# [Aim of the exercise]
Keep the pictures out. Write out every line of the listing exactly.

# [Material to process]
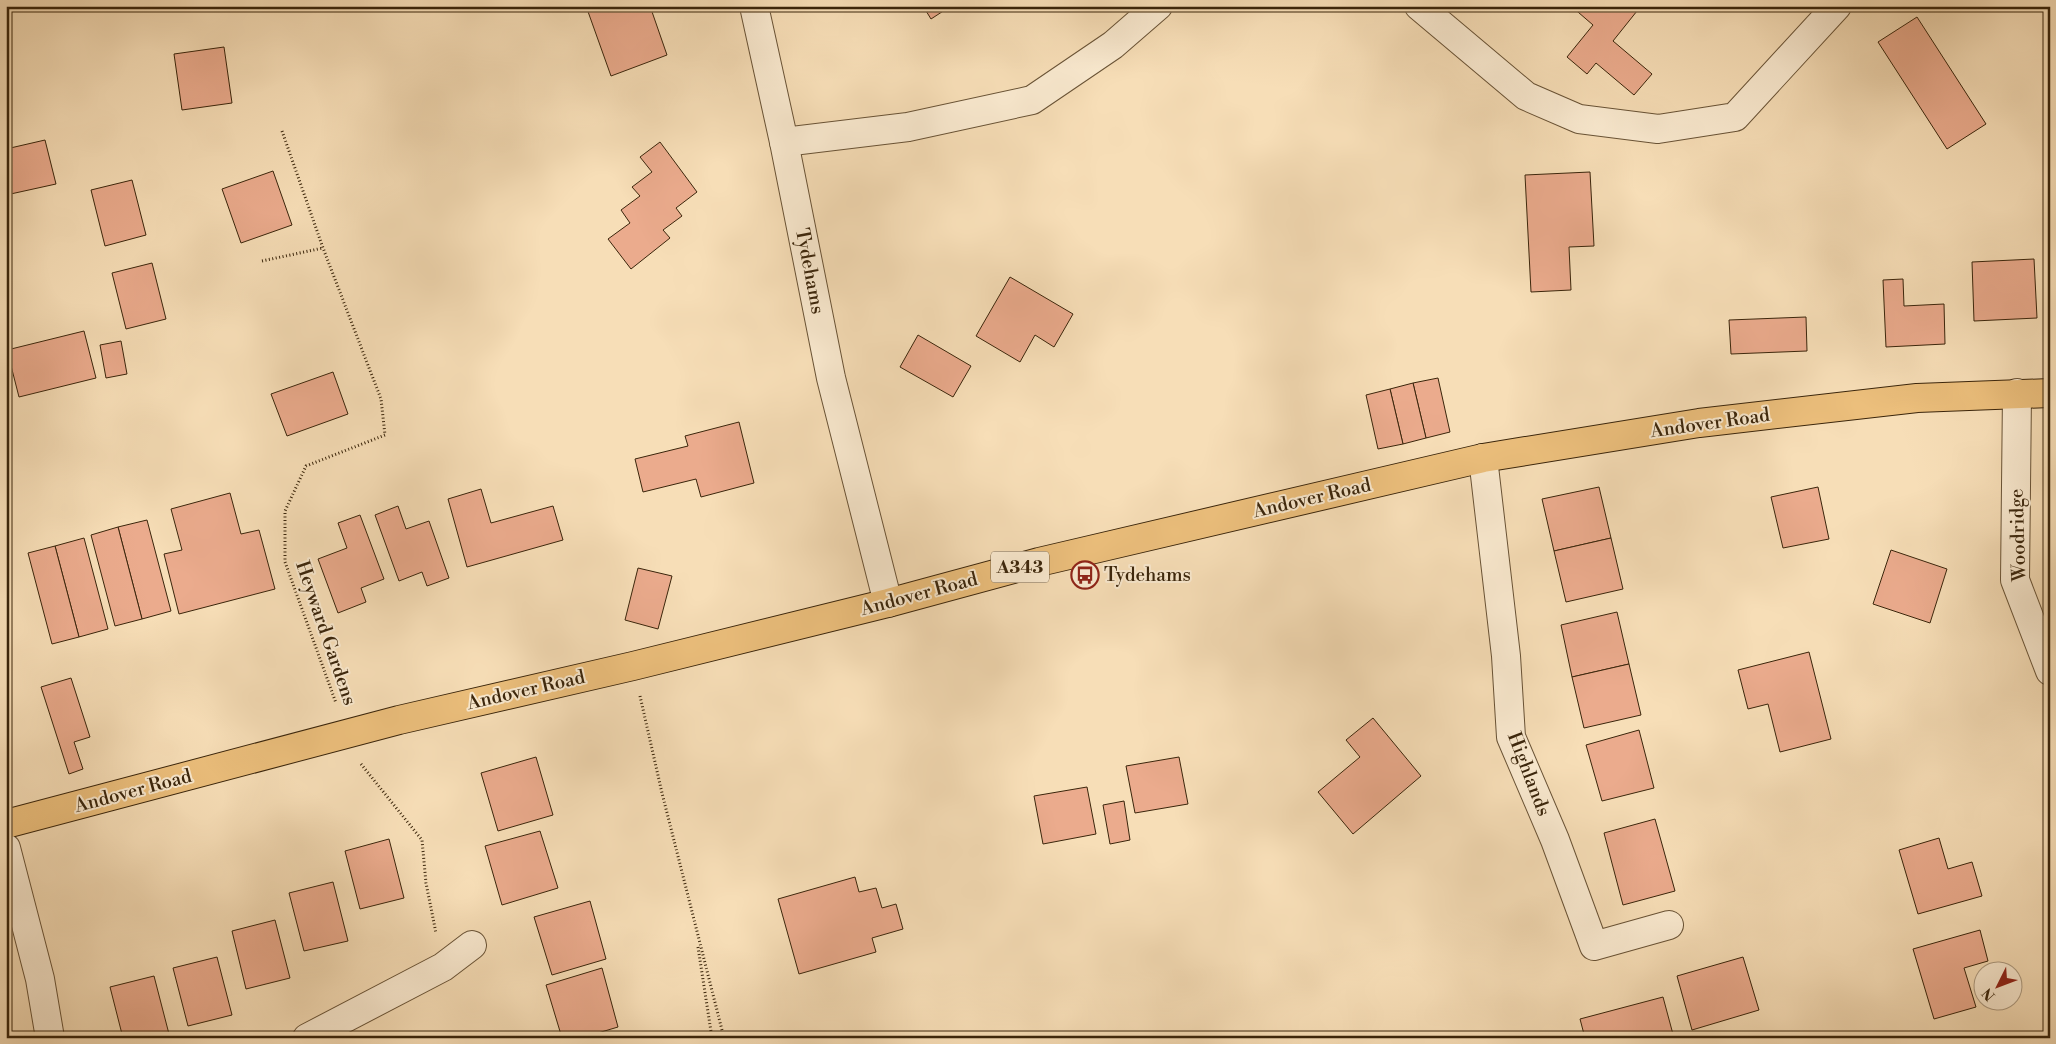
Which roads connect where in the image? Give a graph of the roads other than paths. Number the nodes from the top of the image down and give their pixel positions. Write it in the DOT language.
graph roads {
  1 [pos="754,6"];
  2 [pos="1158,6"];
  3 [pos="1419,6"];
  4 [pos="1837,6"];
  5 [pos="784,142"];
  6 [pos="2050,392"];
  7 [pos="2016,393"];
  8 [pos="1483,458"];
  9 [pos="888,603"];
  10 [pos="2050,671"];
  11 [pos="6,824"];
  12 [pos="6,848"];
  13 [pos="1669,925"];
  14 [pos="472,944"];
  15 [pos="50,1038"];
  16 [pos="306,1038"];
  1 -- 5 [label="street, Tydehams"];
  2 -- 5 [label="street"];
  3 -- 4 [label="street"];
  5 -- 9 [label="street, Tydehams"];
  6 -- 7 [label="main road, Andover Road / A343"];
  7 -- 8 [label="main road, Andover Road / A343"];
  7 -- 10 [label="street, Woodridge"];
  8 -- 9 [label="main road, Andover Road / A343"];
  8 -- 13 [label="street, Highlands"];
  9 -- 11 [label="main road, Andover Road / A343"];
  12 -- 15 [label="street"];
  14 -- 16 [label="street"];
}
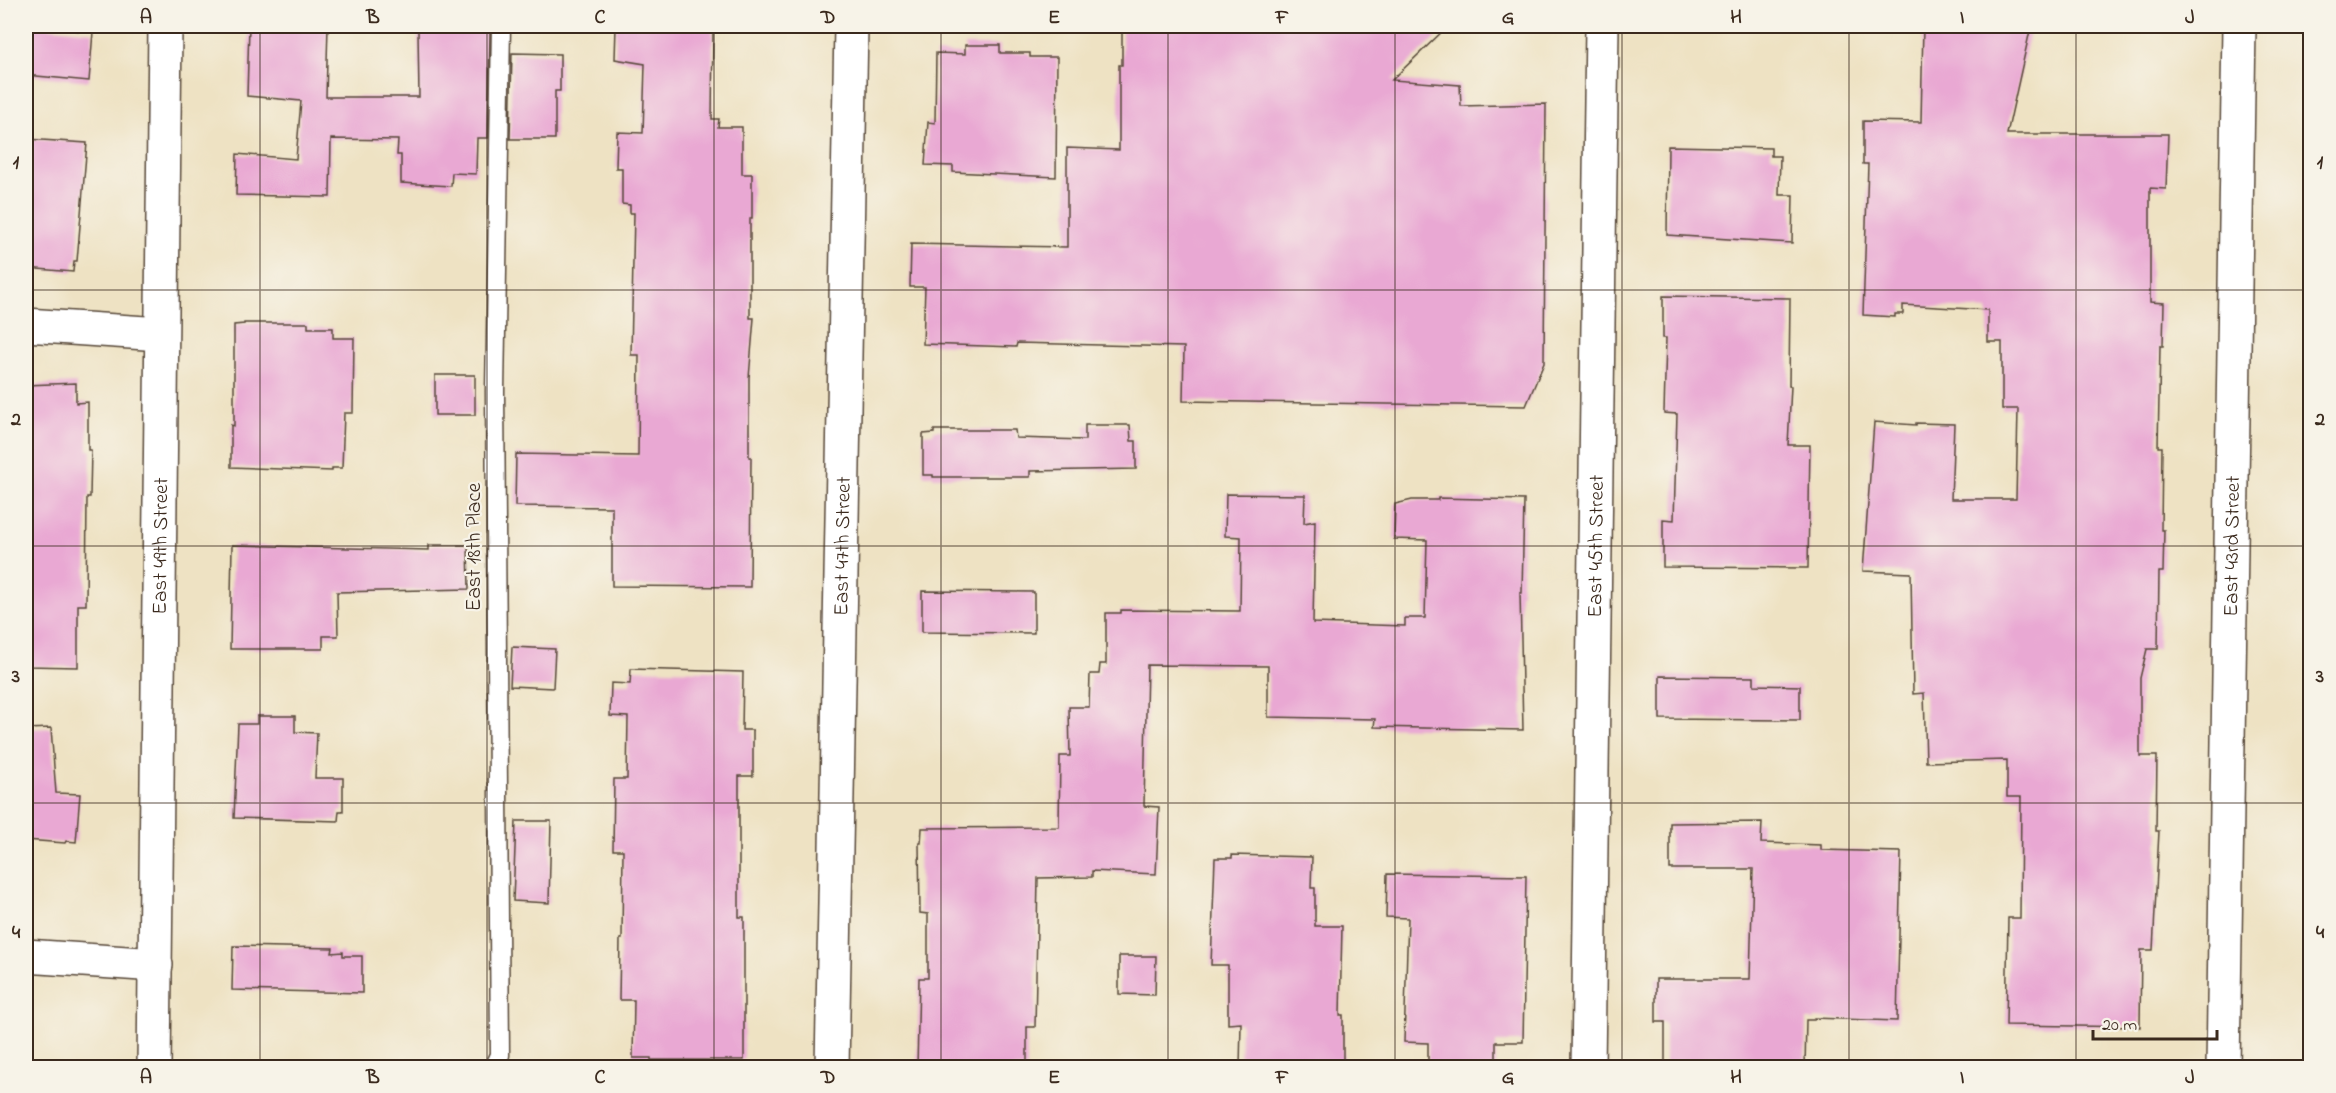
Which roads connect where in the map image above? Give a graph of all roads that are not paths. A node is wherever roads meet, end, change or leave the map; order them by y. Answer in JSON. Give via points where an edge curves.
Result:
{"nodes":[{"id":1,"x":165,"y":26,"type":"edge"},
{"id":2,"x":501,"y":26,"type":"edge"},
{"id":3,"x":851,"y":26,"type":"edge"},
{"id":4,"x":1602,"y":26,"type":"edge"},
{"id":5,"x":2239,"y":26,"type":"edge"},
{"id":6,"x":26,"y":325,"type":"edge"},
{"id":7,"x":161,"y":334,"type":"junction"},
{"id":8,"x":26,"y":956,"type":"edge"},
{"id":9,"x":156,"y":965,"type":"junction"},
{"id":10,"x":154,"y":1068,"type":"edge"},
{"id":11,"x":494,"y":1068,"type":"edge"},
{"id":12,"x":832,"y":1068,"type":"edge"},
{"id":13,"x":1588,"y":1068,"type":"edge"},
{"id":14,"x":2223,"y":1068,"type":"edge"}],
"edges":[{"from":1,"to":7,"type":"street","name":"East 49th Street"},
{"from":2,"to":11,"type":"lane","name":"East 18th Place","via":[[495,392],[500,1055]]},
{"from":3,"to":12,"type":"street","name":"East 47th Street"},
{"from":4,"to":13,"type":"street","name":"East 45th Street"},
{"from":5,"to":14,"type":"street","name":"East 43rd Street"},
{"from":6,"to":7,"type":"street"},
{"from":7,"to":9,"type":"street","name":"East 49th Street"},
{"from":8,"to":9,"type":"street"},
{"from":9,"to":10,"type":"street","name":"East 49th Street"}]}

# [Answer for this exercise]
Which roads connect where in the image? Give a graph of the roads other than paths. Number the nodes from the top of the image down and give their pixel positions. Write it in the DOT language.
graph roads {
  1 [pos="754,6"];
  2 [pos="1158,6"];
  3 [pos="1419,6"];
  4 [pos="1837,6"];
  5 [pos="784,142"];
  6 [pos="2050,392"];
  7 [pos="2016,393"];
  8 [pos="1483,458"];
  9 [pos="888,603"];
  10 [pos="2050,671"];
  11 [pos="6,824"];
  12 [pos="6,848"];
  13 [pos="1669,925"];
  14 [pos="472,944"];
  15 [pos="50,1038"];
  16 [pos="306,1038"];
  1 -- 5 [label="street, Tydehams"];
  2 -- 5 [label="street"];
  3 -- 4 [label="street"];
  5 -- 9 [label="street, Tydehams"];
  6 -- 7 [label="main road, Andover Road / A343"];
  7 -- 8 [label="main road, Andover Road / A343"];
  7 -- 10 [label="street, Woodridge"];
  8 -- 9 [label="main road, Andover Road / A343"];
  8 -- 13 [label="street, Highlands"];
  9 -- 11 [label="main road, Andover Road / A343"];
  12 -- 15 [label="street"];
  14 -- 16 [label="street"];
}
Which roads connect where in the map image above? Give a graph of all roads that are not paths. A node is wherever roads meet, end, change or leave the map; order them by y. Answer in JSON. Give via points where an edge curves.
Result:
{"nodes":[{"id":1,"x":165,"y":26,"type":"edge"},
{"id":2,"x":501,"y":26,"type":"edge"},
{"id":3,"x":851,"y":26,"type":"edge"},
{"id":4,"x":1602,"y":26,"type":"edge"},
{"id":5,"x":2239,"y":26,"type":"edge"},
{"id":6,"x":26,"y":325,"type":"edge"},
{"id":7,"x":161,"y":334,"type":"junction"},
{"id":8,"x":26,"y":956,"type":"edge"},
{"id":9,"x":156,"y":965,"type":"junction"},
{"id":10,"x":154,"y":1068,"type":"edge"},
{"id":11,"x":494,"y":1068,"type":"edge"},
{"id":12,"x":832,"y":1068,"type":"edge"},
{"id":13,"x":1588,"y":1068,"type":"edge"},
{"id":14,"x":2223,"y":1068,"type":"edge"}],
"edges":[{"from":1,"to":7,"type":"street","name":"East 49th Street"},
{"from":2,"to":11,"type":"lane","name":"East 18th Place","via":[[495,392],[500,1055]]},
{"from":3,"to":12,"type":"street","name":"East 47th Street"},
{"from":4,"to":13,"type":"street","name":"East 45th Street"},
{"from":5,"to":14,"type":"street","name":"East 43rd Street"},
{"from":6,"to":7,"type":"street"},
{"from":7,"to":9,"type":"street","name":"East 49th Street"},
{"from":8,"to":9,"type":"street"},
{"from":9,"to":10,"type":"street","name":"East 49th Street"}]}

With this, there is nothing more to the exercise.